It starts off like any other job interview for a world-class marketing position. Your interviewer is the typical executive of a suburban Seattle gadget company: like most corporate movers-and-shakers, he is wearing workout sweats and a wife-beater at the office, and has a strange habit of kissing his flexed biceps between sentences. His first question to you, as translated by a colleague: “Would you be willing to completely bastardize everything you ever believed about design to work here?”
Welcome to a job interview at X10.You may know X10 for their line of tiny, wireless, remote-controlled cameras, perfect for installing beneath the lip of the bowl of a ladies room toilet. But if you were on the Internet in the early part of the decade, you more likely remember X10 for filling your screen with thousands of obnoxious, pop-under advertisements… incidentally, pop-under ads generated with code they stole from three teenagers.
So what’s an interview at X10 like? According to the From the Mind of J weblog — the identity of the company is confirmed in the comments — it’s everything you’d expect. The highlights:
As a company, X10 describes itself as “sort of the Safeway, Wal-Mart low-end range type company that works with volume rather than top of the line quality.”
When asked if a subtler, more respectful approach to marketing would foster more loyalty from their customers, X10’s response: “Honestly, we don’t give a shit about branding.”
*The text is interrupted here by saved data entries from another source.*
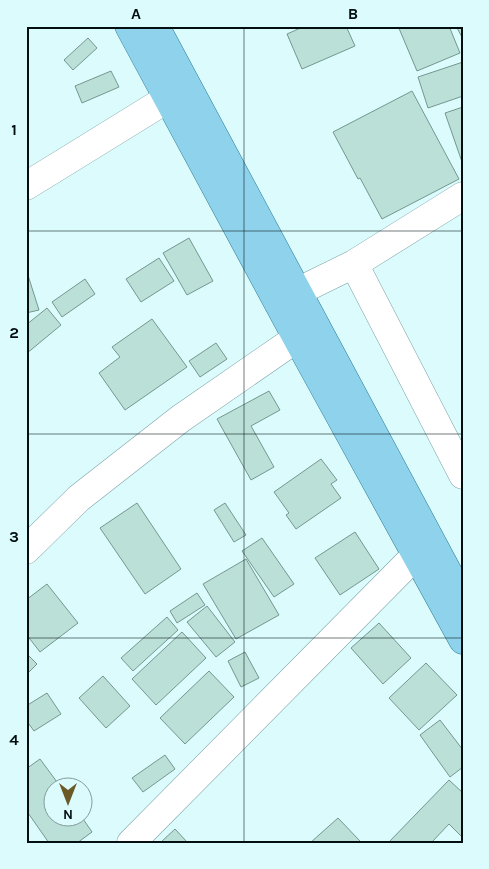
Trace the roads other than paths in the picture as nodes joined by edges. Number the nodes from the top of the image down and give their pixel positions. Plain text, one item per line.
1 (129, 26) edge
2 (162, 28) edge
3 (168, 99) junction
4 (26, 186) edge
5 (463, 196) edge
6 (354, 264) junction
7 (297, 292) junction
8 (297, 338) junction
9 (463, 476) edge
10 (26, 550) edge
11 (416, 555) junction
12 (463, 601) edge
13 (463, 640) edge
14 (131, 843) edge

1 - 3 main road
2 - 7 main road
3 - 4 street
3 - 8 main road
5 - 6 street
6 - 7 street
6 - 9 street
7 - 12 main road
8 - 10 street
8 - 11 main road
11 - 13 main road
11 - 14 street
About the company aesthetic, an X10 executive notes that, while at first, he didn’t really like the company’s official website, “now whenever he looks at a [properly designed] website, he finds himself thinking “They really need some flashing text there.”
And finally, who buys cameras from X10? “Men from around age 30-40 with a little extra money who like buying gadgets and aren’t too concerned if it doesn’t work too well.”
Awesome. X10 may have just summarized in one snappy sentence the secret contempt of an entire industry for its customers.